··· Input for this task ···
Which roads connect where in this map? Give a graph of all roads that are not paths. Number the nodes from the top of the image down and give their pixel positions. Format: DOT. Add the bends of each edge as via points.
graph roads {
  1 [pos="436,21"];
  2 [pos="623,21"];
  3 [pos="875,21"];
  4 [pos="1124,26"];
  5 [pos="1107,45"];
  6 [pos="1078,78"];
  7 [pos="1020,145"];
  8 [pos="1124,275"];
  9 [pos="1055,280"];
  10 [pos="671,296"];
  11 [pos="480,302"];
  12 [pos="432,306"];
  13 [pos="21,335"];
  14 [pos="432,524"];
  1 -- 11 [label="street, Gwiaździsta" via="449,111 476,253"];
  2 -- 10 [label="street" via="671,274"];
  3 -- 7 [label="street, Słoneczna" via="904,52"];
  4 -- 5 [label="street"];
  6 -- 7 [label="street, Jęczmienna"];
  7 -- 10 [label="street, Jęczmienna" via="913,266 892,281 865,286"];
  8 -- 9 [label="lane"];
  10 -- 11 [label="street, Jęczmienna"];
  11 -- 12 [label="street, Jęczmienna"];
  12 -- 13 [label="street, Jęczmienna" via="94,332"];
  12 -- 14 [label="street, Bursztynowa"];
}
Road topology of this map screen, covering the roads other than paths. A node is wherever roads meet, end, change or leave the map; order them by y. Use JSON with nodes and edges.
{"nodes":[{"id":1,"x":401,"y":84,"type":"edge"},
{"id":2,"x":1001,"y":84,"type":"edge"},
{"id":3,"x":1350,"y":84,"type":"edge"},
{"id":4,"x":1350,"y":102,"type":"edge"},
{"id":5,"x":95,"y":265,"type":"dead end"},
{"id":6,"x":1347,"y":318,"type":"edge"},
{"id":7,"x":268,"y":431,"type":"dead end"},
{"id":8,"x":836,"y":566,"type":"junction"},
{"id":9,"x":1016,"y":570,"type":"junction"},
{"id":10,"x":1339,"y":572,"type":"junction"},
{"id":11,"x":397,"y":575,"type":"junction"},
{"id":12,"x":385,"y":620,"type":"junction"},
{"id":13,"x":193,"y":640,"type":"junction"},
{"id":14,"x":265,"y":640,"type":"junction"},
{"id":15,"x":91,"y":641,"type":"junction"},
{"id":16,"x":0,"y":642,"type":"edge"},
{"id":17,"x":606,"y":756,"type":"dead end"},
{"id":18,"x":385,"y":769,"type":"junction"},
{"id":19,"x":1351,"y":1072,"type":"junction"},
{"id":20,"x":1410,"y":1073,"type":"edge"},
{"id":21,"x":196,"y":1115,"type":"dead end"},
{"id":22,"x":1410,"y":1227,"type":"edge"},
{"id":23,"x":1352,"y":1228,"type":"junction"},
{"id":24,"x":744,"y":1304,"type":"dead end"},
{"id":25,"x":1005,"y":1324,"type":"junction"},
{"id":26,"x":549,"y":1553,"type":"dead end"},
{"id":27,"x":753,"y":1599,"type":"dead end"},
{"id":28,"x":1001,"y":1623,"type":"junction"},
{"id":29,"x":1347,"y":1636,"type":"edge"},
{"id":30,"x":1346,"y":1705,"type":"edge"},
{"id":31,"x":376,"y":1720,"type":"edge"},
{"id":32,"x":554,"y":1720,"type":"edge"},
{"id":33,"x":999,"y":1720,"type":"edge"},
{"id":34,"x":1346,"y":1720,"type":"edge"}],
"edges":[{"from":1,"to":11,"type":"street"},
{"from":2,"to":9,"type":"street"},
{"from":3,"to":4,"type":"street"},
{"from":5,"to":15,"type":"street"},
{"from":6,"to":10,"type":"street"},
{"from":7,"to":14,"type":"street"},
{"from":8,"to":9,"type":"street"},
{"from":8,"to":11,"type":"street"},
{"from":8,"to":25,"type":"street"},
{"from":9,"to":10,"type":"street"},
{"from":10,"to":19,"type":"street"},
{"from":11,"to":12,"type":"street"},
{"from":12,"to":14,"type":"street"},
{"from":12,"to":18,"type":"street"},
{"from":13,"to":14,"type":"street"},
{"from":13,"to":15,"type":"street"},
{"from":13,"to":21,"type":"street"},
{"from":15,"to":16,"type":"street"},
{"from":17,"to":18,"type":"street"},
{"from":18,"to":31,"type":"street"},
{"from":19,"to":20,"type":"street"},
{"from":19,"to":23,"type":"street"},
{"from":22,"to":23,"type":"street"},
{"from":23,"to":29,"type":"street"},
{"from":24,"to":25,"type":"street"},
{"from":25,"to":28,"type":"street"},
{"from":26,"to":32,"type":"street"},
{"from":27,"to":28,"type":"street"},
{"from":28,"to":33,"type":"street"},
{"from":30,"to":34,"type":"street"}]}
···
Go through the records and copy each line with "roads" in it.

### Solution
Which roads connect where in this map? Give a graph of all roads that are not paths. Number the nodes from the top of the image down and give their pixel positions. Format: DOT. Add the bends of each edge as via points.
graph roads {
Road topology of this map screen, covering the roads other than paths. A node is wherever roads meet, end, change or leave the map; order them by y. Use JSON with nodes and edges.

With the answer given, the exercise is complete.